WORK ORDER>
For the data below, report only the number of lines containing the string "lane".

TASK MATERIAL>

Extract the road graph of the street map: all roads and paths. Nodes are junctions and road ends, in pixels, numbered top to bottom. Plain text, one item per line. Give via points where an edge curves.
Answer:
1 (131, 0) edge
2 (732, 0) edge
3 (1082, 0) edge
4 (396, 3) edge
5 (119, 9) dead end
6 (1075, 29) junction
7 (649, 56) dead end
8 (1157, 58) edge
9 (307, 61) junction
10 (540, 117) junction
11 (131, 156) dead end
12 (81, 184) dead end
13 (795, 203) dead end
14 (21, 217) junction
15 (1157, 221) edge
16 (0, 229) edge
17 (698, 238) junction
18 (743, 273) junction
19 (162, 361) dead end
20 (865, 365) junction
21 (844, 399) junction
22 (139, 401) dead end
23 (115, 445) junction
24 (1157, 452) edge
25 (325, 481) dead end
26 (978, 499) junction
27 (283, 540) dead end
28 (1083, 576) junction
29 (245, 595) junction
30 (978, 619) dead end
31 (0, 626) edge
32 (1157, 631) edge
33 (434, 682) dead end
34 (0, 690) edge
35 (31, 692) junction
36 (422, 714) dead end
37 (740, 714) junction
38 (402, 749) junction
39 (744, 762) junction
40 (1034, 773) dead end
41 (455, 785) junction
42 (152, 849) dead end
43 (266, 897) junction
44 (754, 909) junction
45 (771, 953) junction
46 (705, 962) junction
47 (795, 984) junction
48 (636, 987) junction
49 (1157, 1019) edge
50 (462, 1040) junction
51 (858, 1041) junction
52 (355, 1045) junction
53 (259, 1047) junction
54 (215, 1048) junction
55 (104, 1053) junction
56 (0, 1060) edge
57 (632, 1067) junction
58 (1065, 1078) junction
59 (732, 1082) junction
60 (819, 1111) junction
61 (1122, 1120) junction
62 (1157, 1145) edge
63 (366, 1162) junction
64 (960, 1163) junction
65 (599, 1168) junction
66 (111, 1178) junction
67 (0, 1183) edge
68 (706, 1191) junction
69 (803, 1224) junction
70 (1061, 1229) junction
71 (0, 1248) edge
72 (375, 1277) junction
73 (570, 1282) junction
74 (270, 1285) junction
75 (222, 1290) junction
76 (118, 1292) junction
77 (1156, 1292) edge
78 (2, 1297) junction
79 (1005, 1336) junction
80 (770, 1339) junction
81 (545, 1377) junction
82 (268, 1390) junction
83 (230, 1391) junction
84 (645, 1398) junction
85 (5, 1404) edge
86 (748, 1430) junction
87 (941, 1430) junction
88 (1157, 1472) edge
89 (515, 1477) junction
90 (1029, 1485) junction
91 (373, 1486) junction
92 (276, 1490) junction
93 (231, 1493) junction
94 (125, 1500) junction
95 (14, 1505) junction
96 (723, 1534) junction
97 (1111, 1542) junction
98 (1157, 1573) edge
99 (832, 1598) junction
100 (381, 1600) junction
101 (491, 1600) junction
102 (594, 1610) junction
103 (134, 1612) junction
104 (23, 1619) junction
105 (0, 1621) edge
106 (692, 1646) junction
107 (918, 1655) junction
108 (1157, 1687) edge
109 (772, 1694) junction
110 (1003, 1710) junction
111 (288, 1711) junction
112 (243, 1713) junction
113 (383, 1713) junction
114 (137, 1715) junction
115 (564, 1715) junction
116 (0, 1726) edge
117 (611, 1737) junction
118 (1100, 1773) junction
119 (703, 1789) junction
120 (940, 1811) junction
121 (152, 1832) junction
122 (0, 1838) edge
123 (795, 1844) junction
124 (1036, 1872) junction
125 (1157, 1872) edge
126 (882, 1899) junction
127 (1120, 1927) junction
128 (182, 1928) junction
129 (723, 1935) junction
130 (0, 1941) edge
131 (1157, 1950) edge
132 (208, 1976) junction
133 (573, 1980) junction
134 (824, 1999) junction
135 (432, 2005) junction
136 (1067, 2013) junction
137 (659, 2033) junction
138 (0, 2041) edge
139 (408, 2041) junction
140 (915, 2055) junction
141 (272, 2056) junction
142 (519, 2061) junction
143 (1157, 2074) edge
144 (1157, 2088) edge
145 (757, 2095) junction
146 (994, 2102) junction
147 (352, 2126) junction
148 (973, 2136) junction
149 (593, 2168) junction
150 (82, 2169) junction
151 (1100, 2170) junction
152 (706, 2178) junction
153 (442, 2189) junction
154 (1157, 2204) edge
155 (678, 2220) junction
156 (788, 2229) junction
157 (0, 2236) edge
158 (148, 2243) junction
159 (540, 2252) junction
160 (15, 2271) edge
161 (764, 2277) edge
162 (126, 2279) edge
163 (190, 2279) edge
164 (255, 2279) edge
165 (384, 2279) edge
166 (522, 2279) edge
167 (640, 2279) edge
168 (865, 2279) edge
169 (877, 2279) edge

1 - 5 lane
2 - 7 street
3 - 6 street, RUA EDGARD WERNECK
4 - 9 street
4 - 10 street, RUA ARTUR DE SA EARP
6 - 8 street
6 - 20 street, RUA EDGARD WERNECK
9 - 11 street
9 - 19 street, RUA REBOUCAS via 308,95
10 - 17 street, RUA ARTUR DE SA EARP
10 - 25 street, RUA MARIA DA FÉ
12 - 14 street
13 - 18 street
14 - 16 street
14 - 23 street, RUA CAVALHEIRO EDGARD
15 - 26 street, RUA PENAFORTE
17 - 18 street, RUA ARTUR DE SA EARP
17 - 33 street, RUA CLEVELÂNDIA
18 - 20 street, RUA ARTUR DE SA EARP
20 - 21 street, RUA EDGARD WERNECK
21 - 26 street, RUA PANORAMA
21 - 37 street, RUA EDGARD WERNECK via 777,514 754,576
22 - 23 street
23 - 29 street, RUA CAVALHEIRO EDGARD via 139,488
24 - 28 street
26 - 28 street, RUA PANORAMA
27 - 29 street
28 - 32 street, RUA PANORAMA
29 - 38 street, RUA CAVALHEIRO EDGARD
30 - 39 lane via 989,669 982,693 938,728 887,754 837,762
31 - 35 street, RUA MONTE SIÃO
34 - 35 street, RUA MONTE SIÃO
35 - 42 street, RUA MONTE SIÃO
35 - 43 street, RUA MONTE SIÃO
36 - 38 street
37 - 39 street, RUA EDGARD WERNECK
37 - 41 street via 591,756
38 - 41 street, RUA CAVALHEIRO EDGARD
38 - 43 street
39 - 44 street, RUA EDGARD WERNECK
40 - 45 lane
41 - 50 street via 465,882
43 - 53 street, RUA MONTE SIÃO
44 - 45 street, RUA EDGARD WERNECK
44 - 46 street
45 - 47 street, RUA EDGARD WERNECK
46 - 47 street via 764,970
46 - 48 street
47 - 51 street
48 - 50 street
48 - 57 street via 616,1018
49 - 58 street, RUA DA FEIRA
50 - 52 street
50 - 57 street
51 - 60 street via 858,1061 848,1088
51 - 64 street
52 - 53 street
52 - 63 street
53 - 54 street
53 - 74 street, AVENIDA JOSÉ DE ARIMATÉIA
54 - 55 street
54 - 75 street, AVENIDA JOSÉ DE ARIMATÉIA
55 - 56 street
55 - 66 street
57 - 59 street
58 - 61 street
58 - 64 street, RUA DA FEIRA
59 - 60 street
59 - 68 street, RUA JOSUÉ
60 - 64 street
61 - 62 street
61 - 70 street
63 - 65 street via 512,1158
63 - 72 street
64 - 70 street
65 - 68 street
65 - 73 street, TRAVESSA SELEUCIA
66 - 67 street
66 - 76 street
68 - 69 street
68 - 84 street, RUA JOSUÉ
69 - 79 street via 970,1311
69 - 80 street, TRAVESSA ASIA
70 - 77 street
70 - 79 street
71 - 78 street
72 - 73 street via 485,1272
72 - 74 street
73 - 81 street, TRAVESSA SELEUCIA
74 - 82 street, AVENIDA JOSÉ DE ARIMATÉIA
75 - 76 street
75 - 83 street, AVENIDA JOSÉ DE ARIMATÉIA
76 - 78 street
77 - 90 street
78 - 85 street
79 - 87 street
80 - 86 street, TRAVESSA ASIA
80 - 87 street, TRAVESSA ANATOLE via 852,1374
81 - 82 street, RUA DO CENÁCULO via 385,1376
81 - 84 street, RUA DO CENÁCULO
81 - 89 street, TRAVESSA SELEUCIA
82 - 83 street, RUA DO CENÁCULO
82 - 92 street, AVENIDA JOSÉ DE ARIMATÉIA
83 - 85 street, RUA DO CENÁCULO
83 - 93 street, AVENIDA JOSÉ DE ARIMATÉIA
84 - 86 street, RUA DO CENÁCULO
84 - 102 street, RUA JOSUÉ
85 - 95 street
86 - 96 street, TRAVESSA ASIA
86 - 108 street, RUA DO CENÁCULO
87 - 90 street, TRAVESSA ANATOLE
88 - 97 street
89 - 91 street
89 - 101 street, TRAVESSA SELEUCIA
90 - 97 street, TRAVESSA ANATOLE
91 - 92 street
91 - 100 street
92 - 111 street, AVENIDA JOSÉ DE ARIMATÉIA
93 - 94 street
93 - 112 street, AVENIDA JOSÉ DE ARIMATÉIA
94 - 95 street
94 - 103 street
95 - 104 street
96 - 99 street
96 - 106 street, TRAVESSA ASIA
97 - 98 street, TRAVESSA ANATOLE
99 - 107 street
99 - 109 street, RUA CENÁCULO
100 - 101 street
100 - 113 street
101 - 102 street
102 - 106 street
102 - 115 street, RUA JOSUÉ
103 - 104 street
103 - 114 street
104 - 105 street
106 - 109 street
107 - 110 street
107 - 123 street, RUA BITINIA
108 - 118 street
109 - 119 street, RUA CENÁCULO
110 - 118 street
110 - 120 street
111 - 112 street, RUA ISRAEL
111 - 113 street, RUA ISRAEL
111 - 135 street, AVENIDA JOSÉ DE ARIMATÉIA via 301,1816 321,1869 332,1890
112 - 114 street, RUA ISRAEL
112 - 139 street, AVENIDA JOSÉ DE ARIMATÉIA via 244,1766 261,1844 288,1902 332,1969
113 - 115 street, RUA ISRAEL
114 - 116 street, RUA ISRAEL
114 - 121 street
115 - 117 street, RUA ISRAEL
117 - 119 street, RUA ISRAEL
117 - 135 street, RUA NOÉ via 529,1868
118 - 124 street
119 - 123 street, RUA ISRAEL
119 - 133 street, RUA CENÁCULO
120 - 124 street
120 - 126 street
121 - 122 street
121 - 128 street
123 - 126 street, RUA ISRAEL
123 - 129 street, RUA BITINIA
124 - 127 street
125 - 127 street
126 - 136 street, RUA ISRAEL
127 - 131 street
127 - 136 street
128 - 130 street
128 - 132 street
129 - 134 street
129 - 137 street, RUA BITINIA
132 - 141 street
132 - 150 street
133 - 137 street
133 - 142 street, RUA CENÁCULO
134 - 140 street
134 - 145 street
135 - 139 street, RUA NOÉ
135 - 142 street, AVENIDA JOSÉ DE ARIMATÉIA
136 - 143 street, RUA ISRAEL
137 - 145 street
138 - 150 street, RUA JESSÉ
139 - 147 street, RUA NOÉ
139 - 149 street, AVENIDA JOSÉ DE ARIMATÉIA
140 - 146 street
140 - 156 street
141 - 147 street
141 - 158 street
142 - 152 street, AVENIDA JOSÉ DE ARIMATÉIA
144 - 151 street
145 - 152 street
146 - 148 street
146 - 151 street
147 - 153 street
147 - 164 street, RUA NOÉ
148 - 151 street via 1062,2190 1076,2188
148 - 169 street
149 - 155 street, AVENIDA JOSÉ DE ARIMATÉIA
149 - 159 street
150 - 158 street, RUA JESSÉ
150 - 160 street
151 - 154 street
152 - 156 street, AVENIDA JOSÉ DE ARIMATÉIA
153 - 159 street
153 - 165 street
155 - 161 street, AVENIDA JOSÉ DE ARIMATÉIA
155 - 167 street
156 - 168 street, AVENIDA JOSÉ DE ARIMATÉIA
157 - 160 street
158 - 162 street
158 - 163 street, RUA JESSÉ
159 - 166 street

RESPONSE FOR THIS EXERCISE>
3